Matthew Nisbet nails the New York Times’ hanging curve ball in his analysis of the problems of the collision between science and journalism, quoting Andrew Revkin’s fabulous line about “the tyranny of the news peg.” The context is a piece by the always provocative Gary Taubes about the problems of epidemiological research.
I’ve given a talk several times of late to scientists (I’ll be giving it up in Los Alamos in October – more on that later) where I try to highlight the difference between the public understanding of science – a fixed body of textbook knowledge – versus the murky way it happens out at the edge where scientists are actually learning new things. I view this misunderstanding as fundamental to a lot that goes on in the collision between science and politics. The latest frewfraw over the GISS temperature record is a classic example – a minor refinement that scientists view as part of the normal course of events. To those with the textbook model in mind, it suggests that science must have gotten it wrong. “But I thought last week they told me coffee was good for me!”
Revkin’s “tyranny of the news peg” suggests that journalists take the latest new bit of knowledge in a study published today in Science and treat it as a new fixed milepost ready for inclusion in the next edition of the textbooks, rather than a vague signpost pointing in an uncertain direction. Contingency is lost. To quote Nisbet:
One reason health studies might appear so confusing is because of what fellow NY Times reporter Andrew Revkin describes as the “tyranny of the news peg.”

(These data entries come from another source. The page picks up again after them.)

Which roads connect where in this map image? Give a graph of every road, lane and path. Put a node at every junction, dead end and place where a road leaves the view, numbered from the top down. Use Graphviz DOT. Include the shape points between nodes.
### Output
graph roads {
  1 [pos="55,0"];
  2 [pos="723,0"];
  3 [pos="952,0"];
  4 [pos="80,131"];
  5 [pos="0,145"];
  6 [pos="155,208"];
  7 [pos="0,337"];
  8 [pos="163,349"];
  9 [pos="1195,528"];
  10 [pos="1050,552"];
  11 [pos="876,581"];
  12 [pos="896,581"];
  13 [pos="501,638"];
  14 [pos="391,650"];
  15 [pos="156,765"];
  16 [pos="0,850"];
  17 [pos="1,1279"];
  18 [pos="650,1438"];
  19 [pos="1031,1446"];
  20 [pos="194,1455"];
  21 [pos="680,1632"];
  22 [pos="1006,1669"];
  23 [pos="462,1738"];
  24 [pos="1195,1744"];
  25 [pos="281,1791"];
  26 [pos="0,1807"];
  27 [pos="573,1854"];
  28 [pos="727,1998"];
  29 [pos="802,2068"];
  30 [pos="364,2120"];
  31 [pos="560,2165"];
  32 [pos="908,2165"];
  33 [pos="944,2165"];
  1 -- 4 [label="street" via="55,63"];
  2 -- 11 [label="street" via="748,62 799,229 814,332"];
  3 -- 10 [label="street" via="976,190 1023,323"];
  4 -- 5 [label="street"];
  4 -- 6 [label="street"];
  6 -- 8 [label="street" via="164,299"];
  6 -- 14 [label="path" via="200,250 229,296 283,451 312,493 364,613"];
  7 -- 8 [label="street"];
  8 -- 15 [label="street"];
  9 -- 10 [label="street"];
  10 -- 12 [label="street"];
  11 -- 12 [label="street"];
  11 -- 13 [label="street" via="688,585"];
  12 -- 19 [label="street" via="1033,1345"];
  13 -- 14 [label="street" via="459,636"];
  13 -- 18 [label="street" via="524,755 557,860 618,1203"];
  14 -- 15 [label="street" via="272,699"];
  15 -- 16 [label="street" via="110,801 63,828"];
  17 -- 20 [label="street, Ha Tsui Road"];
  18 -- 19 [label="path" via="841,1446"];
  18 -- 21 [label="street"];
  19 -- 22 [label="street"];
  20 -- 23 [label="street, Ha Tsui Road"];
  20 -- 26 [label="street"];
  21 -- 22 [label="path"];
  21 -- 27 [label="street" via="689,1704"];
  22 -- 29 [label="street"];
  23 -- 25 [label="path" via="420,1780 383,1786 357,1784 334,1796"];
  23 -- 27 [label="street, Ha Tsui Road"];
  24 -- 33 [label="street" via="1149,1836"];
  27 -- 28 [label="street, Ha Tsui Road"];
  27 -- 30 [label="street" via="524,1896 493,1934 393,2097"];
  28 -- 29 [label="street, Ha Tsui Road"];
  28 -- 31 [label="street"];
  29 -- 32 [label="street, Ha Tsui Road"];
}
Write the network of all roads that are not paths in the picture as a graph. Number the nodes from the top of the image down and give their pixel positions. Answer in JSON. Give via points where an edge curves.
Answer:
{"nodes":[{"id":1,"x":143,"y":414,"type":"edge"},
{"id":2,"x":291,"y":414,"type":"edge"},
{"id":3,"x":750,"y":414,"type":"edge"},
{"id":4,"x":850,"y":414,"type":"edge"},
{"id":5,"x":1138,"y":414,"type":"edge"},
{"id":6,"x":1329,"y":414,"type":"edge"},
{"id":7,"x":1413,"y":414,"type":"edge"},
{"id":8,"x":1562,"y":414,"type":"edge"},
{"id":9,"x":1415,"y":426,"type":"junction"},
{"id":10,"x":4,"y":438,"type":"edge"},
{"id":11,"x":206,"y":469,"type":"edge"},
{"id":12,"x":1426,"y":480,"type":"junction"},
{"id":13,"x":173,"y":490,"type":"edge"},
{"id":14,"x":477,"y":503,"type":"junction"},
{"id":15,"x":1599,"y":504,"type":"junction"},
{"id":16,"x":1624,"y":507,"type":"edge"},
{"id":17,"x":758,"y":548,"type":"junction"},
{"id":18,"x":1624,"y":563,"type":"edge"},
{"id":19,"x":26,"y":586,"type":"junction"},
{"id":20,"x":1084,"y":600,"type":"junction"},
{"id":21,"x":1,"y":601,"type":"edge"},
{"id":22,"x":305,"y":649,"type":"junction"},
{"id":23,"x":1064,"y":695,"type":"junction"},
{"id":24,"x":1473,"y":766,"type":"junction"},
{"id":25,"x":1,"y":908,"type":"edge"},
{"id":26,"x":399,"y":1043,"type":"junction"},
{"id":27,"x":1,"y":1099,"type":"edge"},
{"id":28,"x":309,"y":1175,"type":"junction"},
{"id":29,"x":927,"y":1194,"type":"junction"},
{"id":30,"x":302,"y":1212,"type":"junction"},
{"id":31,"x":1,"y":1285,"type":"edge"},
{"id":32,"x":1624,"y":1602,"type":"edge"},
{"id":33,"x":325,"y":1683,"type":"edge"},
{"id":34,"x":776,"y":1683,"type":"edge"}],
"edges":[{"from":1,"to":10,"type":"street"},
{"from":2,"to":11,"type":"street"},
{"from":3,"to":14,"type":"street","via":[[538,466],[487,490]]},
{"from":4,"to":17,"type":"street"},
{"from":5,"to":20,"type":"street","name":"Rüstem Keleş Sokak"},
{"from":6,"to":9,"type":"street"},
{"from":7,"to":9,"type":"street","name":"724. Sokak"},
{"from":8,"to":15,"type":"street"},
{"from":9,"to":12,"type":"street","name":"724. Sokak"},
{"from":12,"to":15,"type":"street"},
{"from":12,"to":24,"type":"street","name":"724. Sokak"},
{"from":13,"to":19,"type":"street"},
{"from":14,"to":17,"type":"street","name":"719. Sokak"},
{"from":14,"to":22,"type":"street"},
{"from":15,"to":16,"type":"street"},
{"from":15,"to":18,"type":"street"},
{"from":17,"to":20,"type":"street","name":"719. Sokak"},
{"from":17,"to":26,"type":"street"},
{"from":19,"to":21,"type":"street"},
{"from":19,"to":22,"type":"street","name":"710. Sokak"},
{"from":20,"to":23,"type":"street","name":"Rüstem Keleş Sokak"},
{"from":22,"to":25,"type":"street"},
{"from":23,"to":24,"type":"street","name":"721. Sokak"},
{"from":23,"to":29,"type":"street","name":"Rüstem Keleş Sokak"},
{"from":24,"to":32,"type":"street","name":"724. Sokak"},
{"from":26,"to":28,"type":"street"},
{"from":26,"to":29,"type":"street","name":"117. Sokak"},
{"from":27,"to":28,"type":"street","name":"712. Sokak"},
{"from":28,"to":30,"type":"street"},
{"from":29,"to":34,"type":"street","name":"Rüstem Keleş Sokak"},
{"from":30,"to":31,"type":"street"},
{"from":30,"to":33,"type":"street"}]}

As Revkin details in his excellent chapter at the Field Guide for Science Writers, one problem in the communication of uncertain science is that university research officers and journalists overwhelmingly define what’s news in science as the release of a new scientific study. Everyone benefits from this negotiation of newsworthiness, as universities compete for prestige and future funding dollars while journalists file dramatic narratives on deadline and with easier effort than required in a more thematic backgrounder.